Nesses muitos anos atuando como professor universitário e consultor de marketing eu venho preconizando que a tecnologia não tem valor se ela não se apresentar como inovação. O marketing, a produção, as áreas de apoio das empresas sempre buscaram soluções de TI para tentarem melhorar as suas performances. Mas, isso não aconteceu efetivamente.

Até agora, o símbolo de modernidade empresarial era ter hardwares e softwares de última geração. Mas, sempre ocorre uma decepção para muitos proprietários e CEO’s. 

Apesar de se armarem com gráficos coloridos, dashboards enormes e eficientes, implementação de novos softwares nas áreas de logística, incluindo gestão de estoque, transporte, acuracidade, chegou-se à conclusão de que tudo isso tem uma grande relação com custos empresariais. E o sonho de todo gestor é reduzir custos e melhorar a lucratividade. 

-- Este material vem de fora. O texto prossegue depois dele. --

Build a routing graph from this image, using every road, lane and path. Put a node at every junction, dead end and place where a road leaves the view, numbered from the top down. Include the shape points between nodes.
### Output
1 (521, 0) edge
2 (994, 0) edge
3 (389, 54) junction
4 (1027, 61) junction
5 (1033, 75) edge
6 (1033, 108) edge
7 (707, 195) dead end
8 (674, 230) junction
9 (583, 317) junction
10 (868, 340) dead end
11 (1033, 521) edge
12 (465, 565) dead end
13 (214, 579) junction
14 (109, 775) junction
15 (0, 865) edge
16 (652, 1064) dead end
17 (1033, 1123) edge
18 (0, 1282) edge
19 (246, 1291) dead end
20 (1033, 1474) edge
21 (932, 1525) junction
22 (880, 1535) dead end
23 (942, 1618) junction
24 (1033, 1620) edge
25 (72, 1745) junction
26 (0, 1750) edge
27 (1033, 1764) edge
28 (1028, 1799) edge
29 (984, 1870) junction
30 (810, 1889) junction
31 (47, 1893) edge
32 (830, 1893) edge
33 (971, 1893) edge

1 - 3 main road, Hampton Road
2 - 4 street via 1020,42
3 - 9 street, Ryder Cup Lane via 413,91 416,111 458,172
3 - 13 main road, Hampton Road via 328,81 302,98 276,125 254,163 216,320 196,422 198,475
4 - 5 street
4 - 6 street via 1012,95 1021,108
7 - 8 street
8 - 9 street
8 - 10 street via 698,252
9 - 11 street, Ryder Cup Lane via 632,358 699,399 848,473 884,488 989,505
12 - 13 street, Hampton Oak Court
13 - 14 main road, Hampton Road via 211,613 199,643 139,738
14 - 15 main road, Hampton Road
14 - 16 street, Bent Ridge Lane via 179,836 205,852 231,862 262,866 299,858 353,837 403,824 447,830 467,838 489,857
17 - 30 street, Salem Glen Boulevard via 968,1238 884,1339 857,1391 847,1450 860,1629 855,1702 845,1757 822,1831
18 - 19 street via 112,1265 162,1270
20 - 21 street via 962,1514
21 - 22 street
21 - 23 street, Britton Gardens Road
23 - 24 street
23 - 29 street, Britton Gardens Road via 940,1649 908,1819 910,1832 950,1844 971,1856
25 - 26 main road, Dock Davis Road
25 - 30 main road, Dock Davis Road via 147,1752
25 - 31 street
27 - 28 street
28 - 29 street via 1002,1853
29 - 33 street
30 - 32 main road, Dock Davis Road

A realidade está cada vez mais clara para todos nós, particularmente para todos que atuam no marketing de varejo. Os investimentos feitos em TI não garantem que vai entrar mais dinheiro. Melhorar alguns processos não garantem aumento de vendas, nem resultados por lojas, por nicho de produtos, ou por área de serviços prestados. 

Quero reforçar que TI é meio. E sempre foi, apesar de inadvertidamente muitos gestores ainda pensam que é. O caminho da gestão de marketing segue fortemente para o que nós chamamos de P&L. 

P&L significa Profit & Loss (lucros e perdas). Ele não valoriza tanto as telas bonitas nem os softwares caros. Com este modelo de avaliação organizacional, busca-se saber se a empresa vendeu mais, se aumentou a margem, se está havendo efetivo redução de custos e melhoria geral de resultados.

Se o investimento em tecnologia não atender a essas questões, o investimento não funcionou.

É impressionante como no marketing de varejo ninguém quer saber se o sistema é o “A, ou o B”. Se é a última versão do hardware. O que se busca é ajuda para reduzir s ruptura nas gôndolas, baixar perdas de produtos, reduzir as filas, aperfeiçoar os atendimentos, e se o giro vai ser mais acelerado e constante. Ajudar a avaliar melhor o ROI dos investimentos em marketing, identificar gargalos é também o papel fundamental do P&L. 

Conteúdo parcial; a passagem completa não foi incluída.